If you want to select which chunks to compress based on their time range in a more programmatic manner, you can use the output of show_chunks to feed a set of chunks to compress_chunks in order to compress each of the chunks:

  1. SELECT compress_chunk(i) from show_chunks('conditions', newer_than, older_than) i;

Decompressing Chunks

Next we will walk through what to do in the event that you need to backfill or update data that lives in a compressed chunk.

TimescaleDB does not support inserts or updates into a compressed chunk. To insert or update data, we must first decompress the target chunks. But before we can do that, we need to turn off our compression policy. Otherwise that policy will attempt to re-compress the chunks that we are currently working on (not the desired result). To accomplish this we first find the job_id of the policy using:

  1. SELECT job_id, table_name
  2. FROM _timescaledb_config.bgw_policy_compress_chunks p
  3. INNER JOIN _timescaledb_catalog.hypertable h ON (h.id = p.hypertable_id);

Next, pause the job with:

  1. SELECT alter_job_schedule(<job_id>, next_start=>'infinity');

We have now paused the compress chunk policy from the hypertable which will leave us free to decompress the chunks we need to modify via backfill or update. To decompress the chunk(s) that we will be modifying, for each chunk:

  1. SELECT decompress_chunk('_timescaledb_internal._hyper_2_2_chunk');

Similar to above, you can also decompress a set of chunks based on a time range by first looking up this set of chunks via show_chunks:

  1. SELECT decompress_chunk(i) from show_chunks('conditions', newer_than, older_than) i;

TIP:You need to run ‘decompress_chunk’ for each chunk that will be impacted by your INSERT or UPDATE statement in backfilling data.
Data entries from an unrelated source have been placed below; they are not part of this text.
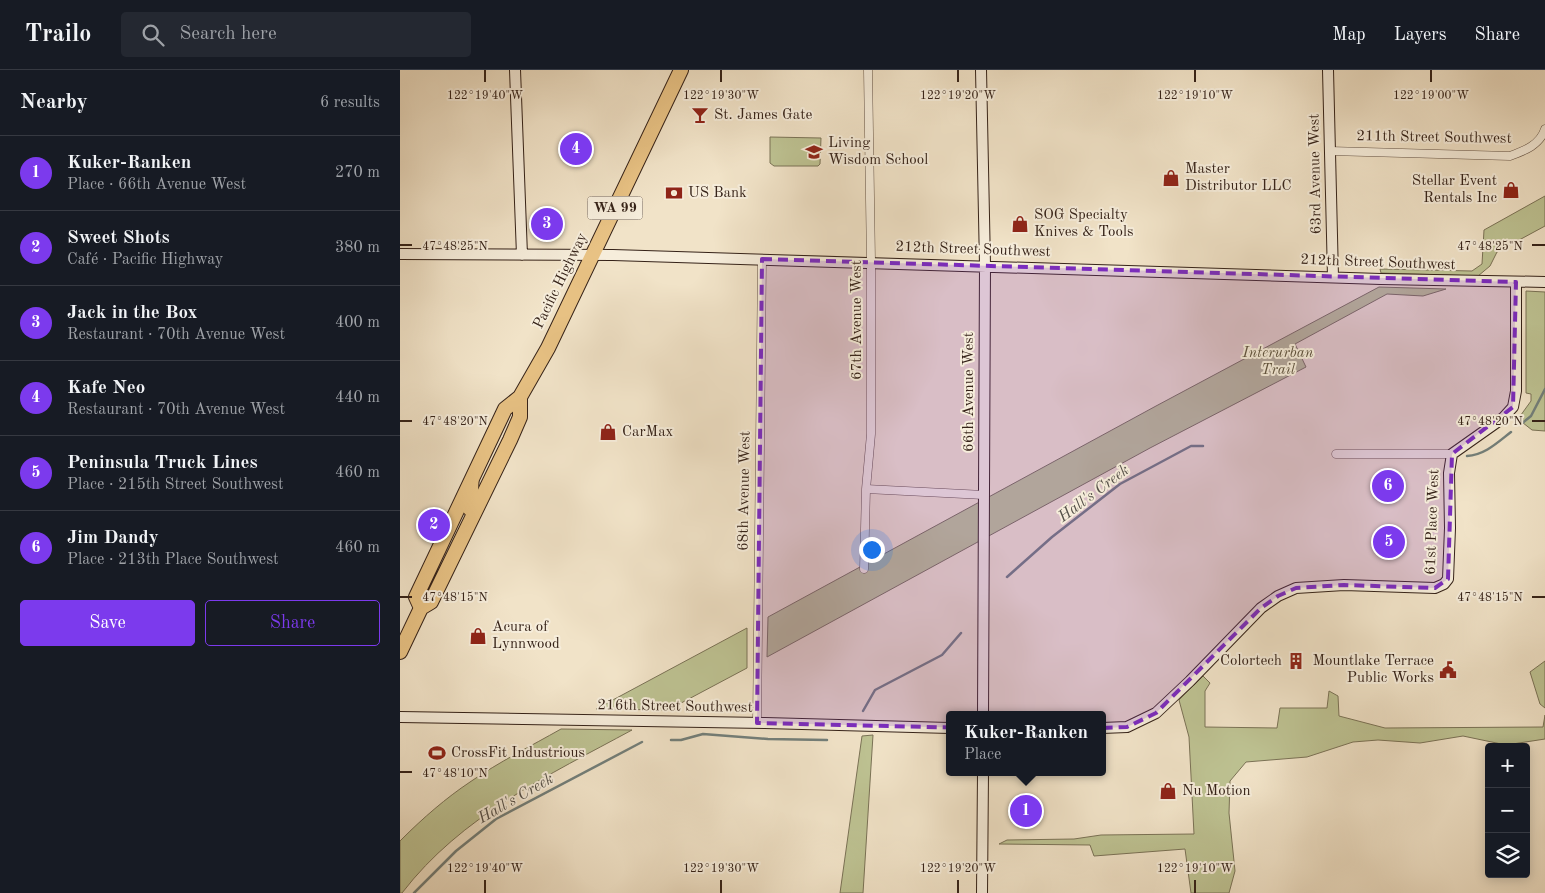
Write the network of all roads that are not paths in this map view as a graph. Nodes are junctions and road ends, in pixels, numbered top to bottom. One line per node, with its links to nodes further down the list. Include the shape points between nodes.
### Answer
1 (515, 70): 9 (main road)
2 (681, 70): 10 (highway, Pacific Highway / WA 99)
3 (868, 70): 12 (street, 67th Avenue West)
4 (981, 70): 13 (main road, 66th Avenue West)
5 (1328, 70): 7 (main road, 63rd Avenue West)
6 (1545, 129): 7 (street, 211th Street Southwest, via 1536,143 1510,156)
7 (1330, 151): 14 (main road, 63rd Avenue West)
8 (400, 254): 9 (main road, 212th Street Southwest)
9 (522, 255): 10 (main road, 212th Street Southwest)
10 (592, 255): 11 (main road, 212th Street Southwest); 17 (highway, Pacific Highway / WA 99, via 548,348)
11 (762, 259): 12 (main road, 212th Street Southwest); 29 (street, 68th Avenue West)
12 (871, 262): 13 (main road, 212th Street Southwest); 21 (street, 67th Avenue West, via 871,434)
13 (985, 265): 14 (main road, 212th Street Southwest); 22 (main road, 66th Avenue West)
14 (1333, 277): 15 (main road, 212th Street Southwest)
15 (1516, 282): 16 (main road, 212th Street Southwest); 19 (main road, 61st Place West, via 1516,391 1513,407 1503,418)
16 (1545, 282)
17 (520, 397): 20 (highway, Pacific Highway / WA 99, via 504,409); 23 (highway, Pacific Highway / WA 99, via 520,417)
18 (1336, 454): 19 (street)
19 (1452, 454): 31 (main road, 61st Place West, via 1448,579 1444,584 1435,588 1344,584 1296,588 1261,608 1156,713 1127,727)
20 (473, 477): 23 (main road, via 472,499 468,507); 25 (highway, Pacific Highway / WA 99, via 416,597)
21 (866, 489): 22 (street); 24 (street, 67th Avenue West)
22 (984, 495): 27 (main road, 66th Avenue West)
23 (473, 514): 25 (highway, Pacific Highway / WA 99, via 431,602)
24 (864, 569)
25 (422, 608): 26 (highway, Pacific Highway / WA 99)
26 (400, 652)
27 (983, 711)
28 (400, 717): 29 (main road, 216th Street Southwest)
29 (757, 723): 30 (main road, 216th Street Southwest)
30 (946, 728)
31 (1106, 728)
32 (983, 776): 33 (main road)
33 (982, 893)

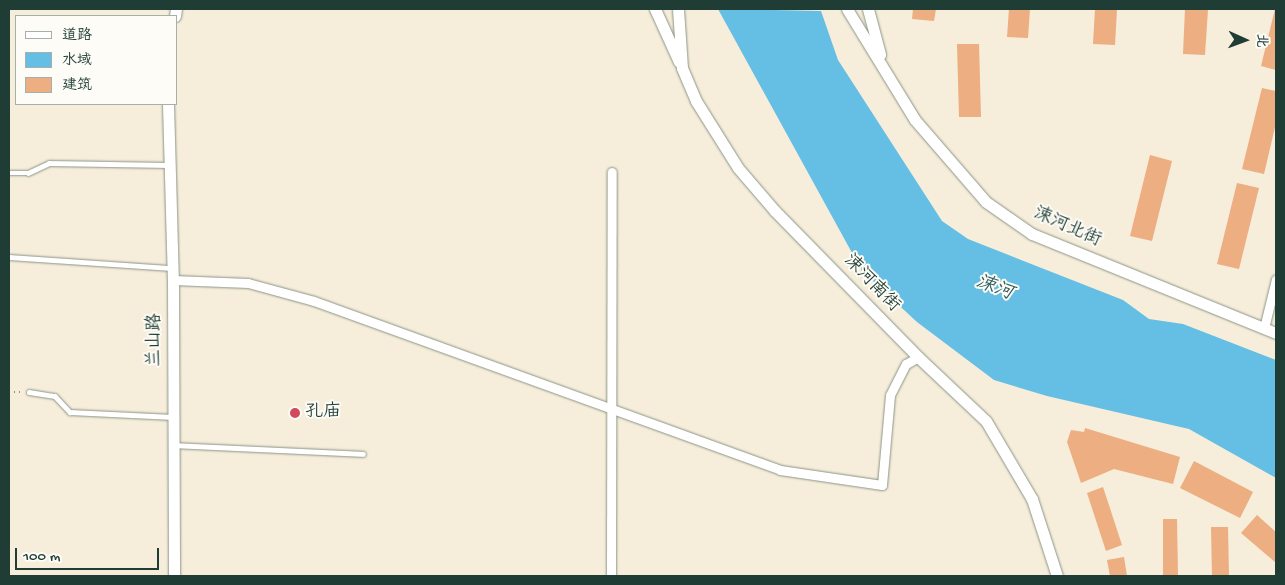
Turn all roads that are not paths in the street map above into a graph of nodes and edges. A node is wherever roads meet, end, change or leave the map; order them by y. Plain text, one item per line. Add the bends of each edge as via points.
1 (655, 9) edge
2 (660, 9) edge
3 (678, 9) edge
4 (847, 9) edge
5 (868, 9) edge
6 (886, 73) junction
7 (696, 100) junction
8 (168, 105) edge
9 (170, 165) junction
10 (612, 172) dead end
11 (9, 174) edge
12 (9, 258) edge
13 (173, 268) junction
14 (1276, 279) edge
15 (173, 280) junction
16 (1264, 328) junction
17 (1276, 333) edge
18 (918, 357) junction
19 (29, 392) road end
20 (612, 407) junction
21 (173, 417) junction
22 (174, 445) junction
23 (363, 454) dead end
24 (174, 576) edge
25 (611, 576) edge
26 (1057, 576) edge

1 - 7 main road
2 - 3 main road via 663,14 670,15
3 - 7 main road, 涑河南街 via 682,68
4 - 6 main road, 涑河北街
5 - 6 main road
6 - 16 main road, 涑河北街 via 916,120 986,202 1032,234
7 - 18 main road, 涑河南街 via 738,168 762,197
8 - 9 main road, 兰山路
9 - 11 lane via 49,163 28,173
9 - 13 main road, 兰山路
10 - 20 street
12 - 13 lane
13 - 15 main road, 兰山路
14 - 16 street
15 - 20 street via 248,283 314,301
15 - 21 main road, 兰山路
16 - 17 main road, 涑河北街
18 - 20 street via 906,364 890,395 882,485 780,470
18 - 26 main road, 涑河南街 via 986,421 1032,499
19 - 21 lane via 54,396 70,412
20 - 25 street
21 - 22 main road, 兰山路
22 - 23 lane
22 - 24 main road, 兰山路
Once your needed chunks are decompressed you can proceed with your data backfill operations.

Once your backfill and update operations are complete we can simply re-enable our compression policy job:

  1. SELECT alter_job_schedule(<job_id>, next_start=>now());

This job will run and re-compress any chunks that you may have decompressed during your backfill operation.

Storage considerations for decompressing chunks

Another factor to be mindful of when planning your compression strategy is the additional storage overhead needed to decompress chunks. This is key when you are provisioning storage for use with TimescaleDB. You want to ensure that you plan for enough storage headroom to decompress some chunks if needed.

Future Work

One of the current limitations of TimescaleDB is that once chunks are converted into compressed column form, we do not currently allow any further modifications of the data (e.g., inserts, updates, deletes) or the schema without manual decompression. In other words, chunks are immutable in compressed form. Attempts to modify the chunks’ data will either error or fail silently (as preferred by users). We plan to remove this limitation in future releases.